→ **Your objective**
Which lines of the records contain the word "links"? Copy each one.

Collected data entries
● ● ●

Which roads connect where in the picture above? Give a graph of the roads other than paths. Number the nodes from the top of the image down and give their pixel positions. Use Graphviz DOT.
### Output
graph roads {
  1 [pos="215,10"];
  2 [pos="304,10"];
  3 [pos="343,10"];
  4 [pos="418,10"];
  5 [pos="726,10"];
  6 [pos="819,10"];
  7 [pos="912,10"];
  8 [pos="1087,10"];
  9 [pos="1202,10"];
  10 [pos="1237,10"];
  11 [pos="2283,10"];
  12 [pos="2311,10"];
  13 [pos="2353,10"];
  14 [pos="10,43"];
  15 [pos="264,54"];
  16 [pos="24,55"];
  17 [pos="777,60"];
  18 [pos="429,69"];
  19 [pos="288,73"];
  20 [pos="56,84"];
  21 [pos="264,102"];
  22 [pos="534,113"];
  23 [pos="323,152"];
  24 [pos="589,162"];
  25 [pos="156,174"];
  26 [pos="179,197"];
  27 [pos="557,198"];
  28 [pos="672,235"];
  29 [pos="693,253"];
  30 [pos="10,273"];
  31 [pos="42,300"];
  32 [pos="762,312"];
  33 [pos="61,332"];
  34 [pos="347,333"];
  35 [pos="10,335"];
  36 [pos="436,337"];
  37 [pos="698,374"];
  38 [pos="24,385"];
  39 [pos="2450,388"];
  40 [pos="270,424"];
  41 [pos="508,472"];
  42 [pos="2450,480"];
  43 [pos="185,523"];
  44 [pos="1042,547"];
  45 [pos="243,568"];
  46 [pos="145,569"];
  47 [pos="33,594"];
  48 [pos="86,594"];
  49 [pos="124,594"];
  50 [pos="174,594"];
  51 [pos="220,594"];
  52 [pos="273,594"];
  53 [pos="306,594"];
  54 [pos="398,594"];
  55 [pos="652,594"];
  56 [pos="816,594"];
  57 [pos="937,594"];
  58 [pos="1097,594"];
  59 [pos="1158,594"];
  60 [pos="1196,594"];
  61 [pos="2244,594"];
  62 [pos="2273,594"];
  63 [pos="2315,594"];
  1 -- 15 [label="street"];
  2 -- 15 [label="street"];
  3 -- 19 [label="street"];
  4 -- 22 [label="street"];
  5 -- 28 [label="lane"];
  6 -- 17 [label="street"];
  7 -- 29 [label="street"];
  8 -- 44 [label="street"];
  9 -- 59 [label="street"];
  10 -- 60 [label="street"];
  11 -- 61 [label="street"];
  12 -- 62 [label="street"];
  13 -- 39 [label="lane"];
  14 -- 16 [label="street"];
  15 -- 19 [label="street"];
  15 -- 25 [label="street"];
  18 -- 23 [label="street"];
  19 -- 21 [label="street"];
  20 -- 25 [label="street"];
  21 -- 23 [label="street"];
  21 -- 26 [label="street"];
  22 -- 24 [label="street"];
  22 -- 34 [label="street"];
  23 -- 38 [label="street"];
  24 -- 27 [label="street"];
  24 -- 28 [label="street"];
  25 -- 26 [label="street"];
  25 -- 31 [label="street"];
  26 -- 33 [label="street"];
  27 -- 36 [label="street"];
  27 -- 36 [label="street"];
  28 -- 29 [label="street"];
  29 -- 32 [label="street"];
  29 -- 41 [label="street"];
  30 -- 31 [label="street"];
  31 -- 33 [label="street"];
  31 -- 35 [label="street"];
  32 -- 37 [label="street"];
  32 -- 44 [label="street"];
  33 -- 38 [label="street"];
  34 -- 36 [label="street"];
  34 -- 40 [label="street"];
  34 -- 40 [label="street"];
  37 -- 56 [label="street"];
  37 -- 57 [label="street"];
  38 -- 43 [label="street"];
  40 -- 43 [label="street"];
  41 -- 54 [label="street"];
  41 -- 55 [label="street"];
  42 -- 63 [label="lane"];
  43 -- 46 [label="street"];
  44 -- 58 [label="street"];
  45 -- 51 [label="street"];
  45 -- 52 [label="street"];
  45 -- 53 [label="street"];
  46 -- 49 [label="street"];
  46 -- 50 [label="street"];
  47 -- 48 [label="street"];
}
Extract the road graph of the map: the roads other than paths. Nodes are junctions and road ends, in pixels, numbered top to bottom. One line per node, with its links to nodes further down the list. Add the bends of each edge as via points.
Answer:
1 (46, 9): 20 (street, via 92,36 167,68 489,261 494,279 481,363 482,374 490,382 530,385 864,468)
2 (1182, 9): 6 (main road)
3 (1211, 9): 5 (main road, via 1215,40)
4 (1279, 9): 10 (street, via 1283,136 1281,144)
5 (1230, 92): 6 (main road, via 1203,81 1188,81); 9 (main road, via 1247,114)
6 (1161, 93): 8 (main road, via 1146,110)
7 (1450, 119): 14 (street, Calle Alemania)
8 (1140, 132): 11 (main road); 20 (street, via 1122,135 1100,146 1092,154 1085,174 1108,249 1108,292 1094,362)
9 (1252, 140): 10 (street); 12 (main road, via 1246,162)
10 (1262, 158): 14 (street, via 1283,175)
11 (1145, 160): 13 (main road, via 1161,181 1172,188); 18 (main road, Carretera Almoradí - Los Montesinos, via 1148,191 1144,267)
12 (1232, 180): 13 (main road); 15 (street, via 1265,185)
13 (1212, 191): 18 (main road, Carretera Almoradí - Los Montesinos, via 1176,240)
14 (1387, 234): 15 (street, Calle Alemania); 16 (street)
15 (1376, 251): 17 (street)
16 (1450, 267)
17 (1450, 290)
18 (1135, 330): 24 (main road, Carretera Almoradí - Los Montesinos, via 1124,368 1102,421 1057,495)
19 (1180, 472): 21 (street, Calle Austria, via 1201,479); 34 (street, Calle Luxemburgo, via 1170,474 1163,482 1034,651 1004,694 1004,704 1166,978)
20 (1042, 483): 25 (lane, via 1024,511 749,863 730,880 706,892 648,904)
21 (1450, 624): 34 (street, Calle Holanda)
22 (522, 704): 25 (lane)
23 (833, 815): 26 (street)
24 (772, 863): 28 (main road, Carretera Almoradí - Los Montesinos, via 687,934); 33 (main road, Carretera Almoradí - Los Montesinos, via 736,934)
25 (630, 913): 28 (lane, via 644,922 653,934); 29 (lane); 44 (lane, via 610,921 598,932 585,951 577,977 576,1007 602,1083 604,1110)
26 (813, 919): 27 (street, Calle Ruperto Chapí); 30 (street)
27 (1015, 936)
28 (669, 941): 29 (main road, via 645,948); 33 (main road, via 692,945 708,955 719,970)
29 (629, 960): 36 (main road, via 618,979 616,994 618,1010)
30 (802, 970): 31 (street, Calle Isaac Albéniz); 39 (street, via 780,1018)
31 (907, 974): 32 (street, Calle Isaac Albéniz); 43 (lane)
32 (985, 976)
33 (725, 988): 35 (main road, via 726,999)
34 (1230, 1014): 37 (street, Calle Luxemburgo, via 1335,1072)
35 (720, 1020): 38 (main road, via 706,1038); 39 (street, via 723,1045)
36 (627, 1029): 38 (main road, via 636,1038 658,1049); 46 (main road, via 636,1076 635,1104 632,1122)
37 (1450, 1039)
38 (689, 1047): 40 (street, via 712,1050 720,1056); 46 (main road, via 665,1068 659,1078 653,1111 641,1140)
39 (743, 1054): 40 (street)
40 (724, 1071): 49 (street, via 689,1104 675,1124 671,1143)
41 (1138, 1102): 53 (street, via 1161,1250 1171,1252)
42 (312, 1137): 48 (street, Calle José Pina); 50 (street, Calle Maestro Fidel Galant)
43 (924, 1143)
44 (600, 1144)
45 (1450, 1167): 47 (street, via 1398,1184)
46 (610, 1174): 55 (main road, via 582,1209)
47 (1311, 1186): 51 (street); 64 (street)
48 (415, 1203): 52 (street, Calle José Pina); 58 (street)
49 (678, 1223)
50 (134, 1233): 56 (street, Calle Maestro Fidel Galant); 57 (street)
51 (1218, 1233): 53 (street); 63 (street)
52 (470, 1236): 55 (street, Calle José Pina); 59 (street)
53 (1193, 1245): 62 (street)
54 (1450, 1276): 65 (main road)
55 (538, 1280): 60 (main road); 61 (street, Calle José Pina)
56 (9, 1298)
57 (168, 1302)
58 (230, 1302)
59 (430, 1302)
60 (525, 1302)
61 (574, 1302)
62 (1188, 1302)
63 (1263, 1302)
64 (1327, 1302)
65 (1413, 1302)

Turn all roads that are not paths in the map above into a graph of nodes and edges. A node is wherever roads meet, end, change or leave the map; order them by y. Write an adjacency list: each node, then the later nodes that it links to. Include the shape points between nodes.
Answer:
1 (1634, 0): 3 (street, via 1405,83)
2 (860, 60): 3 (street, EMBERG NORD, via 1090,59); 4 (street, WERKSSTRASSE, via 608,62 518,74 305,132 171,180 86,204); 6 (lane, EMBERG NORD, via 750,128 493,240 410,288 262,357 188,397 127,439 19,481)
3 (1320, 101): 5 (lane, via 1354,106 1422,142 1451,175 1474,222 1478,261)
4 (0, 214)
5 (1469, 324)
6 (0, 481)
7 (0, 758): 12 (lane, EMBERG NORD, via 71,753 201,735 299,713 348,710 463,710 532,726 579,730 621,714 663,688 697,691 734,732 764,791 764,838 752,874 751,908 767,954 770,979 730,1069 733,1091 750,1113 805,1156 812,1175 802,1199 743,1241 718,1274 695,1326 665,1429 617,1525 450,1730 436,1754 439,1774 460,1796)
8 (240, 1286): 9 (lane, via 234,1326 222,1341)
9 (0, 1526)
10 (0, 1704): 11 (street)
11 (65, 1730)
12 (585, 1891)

● ● ●

→ **Response area**
Extract the road graph of the map: the roads other than paths. Nodes are junctions and road ends, in pixels, numbered top to bottom. One line per node, with its links to nodes further down the list. Add the bends of each edge as via points.
Turn all roads that are not paths in the map above into a graph of nodes and edges. A node is wherever roads meet, end, change or leave the map; order them by y. Write an adjacency list: each node, then the later nodes that it links to. Include the shape points between nodes.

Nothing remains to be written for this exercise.